In accordance with the trial judge’s findings, it was noted that even if an ordinary and reasonable user may not have understood that the representations were made by Google, this was not solely determinative of the issue and would not exclude Google from the scope of s.52. It was also noted that Google could not avail itself of the “publisher’s defence” under s. 85(3), because Google had not fulfilled the onus of showing that it did not have any reason to suspect that the publications were likely to mislead or deceive. In particular, Harvey World Travel (also a client of Google’s AdWords services) was known to the Google representative creating the STA Travel AdGroup to be one of STA Travel’s competitors, and it was found that a reasonable person would have known that use of a well-known competitor’s name as a keyword triggering an advertisement for STA Travel could lead searchers to wrongly believe that the businesses were associated.
The Court concluded that the trial judge had been in error in failing to find that Google had engaged in misleading and deceptive conduct.
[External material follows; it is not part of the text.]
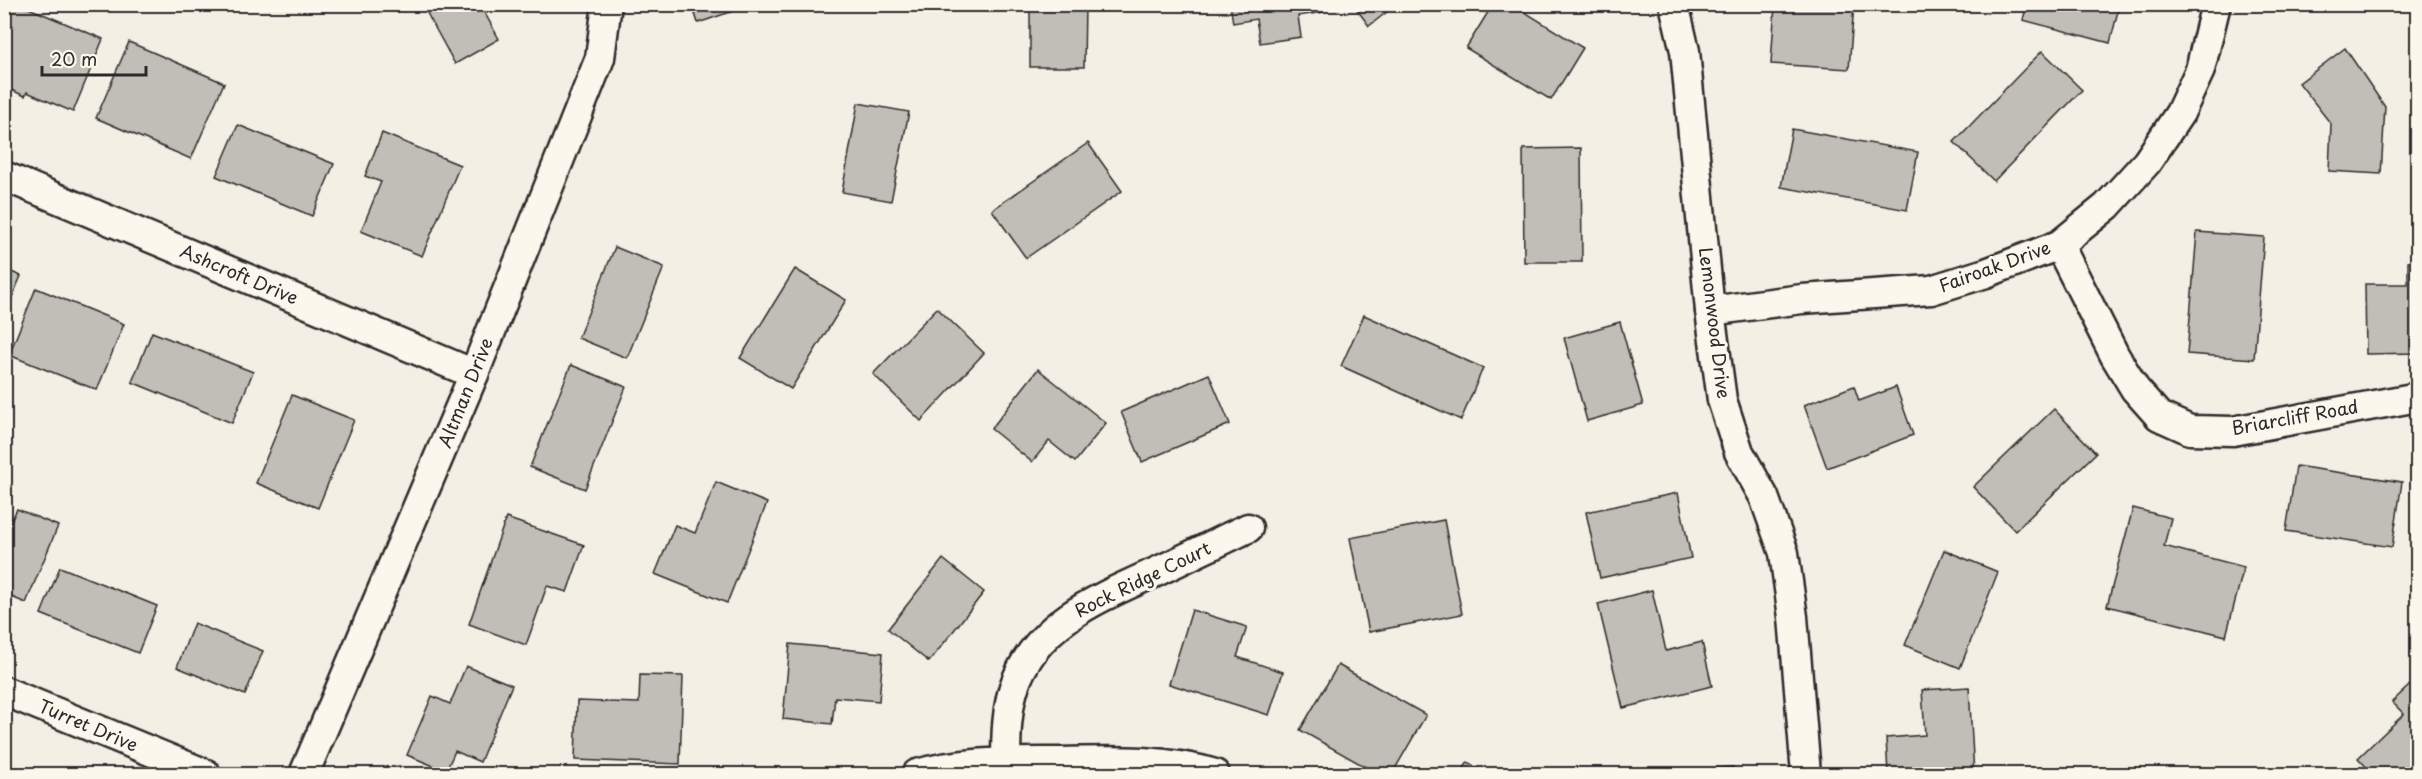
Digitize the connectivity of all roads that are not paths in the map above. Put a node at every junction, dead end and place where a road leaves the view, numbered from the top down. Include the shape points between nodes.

In accordance with the Australian Consumer Law, (which replaced the Trade Practices Act during the course of this case), the Court ordered that Google institute a compliance program in accordance with a proposal set out by the ACCC in a Schedule to the Notice of Appeal. This program requires Google to appoint a Compliance Officer; to conduct a risk assessment of current procedures to identify prospective risks of breaching the Australian Consumer Law; to issue a compliance policy statement; to establish a complaints handling system and training program; to conduct annual independent reviews of the compliance program and to issue reports on these reviews to Google and to the ACCC.
The term “Sponsored Links” was criticised in the original trial, as it was said to be unclear who the “sponsor” of the link was. Whether it was due to this criticism or not, it is noted that Google now uses the expression “Ads for ”. It will be interesting to see what changes are made to nomination of keywords in the Google AdWords program as a result of the appeal decision.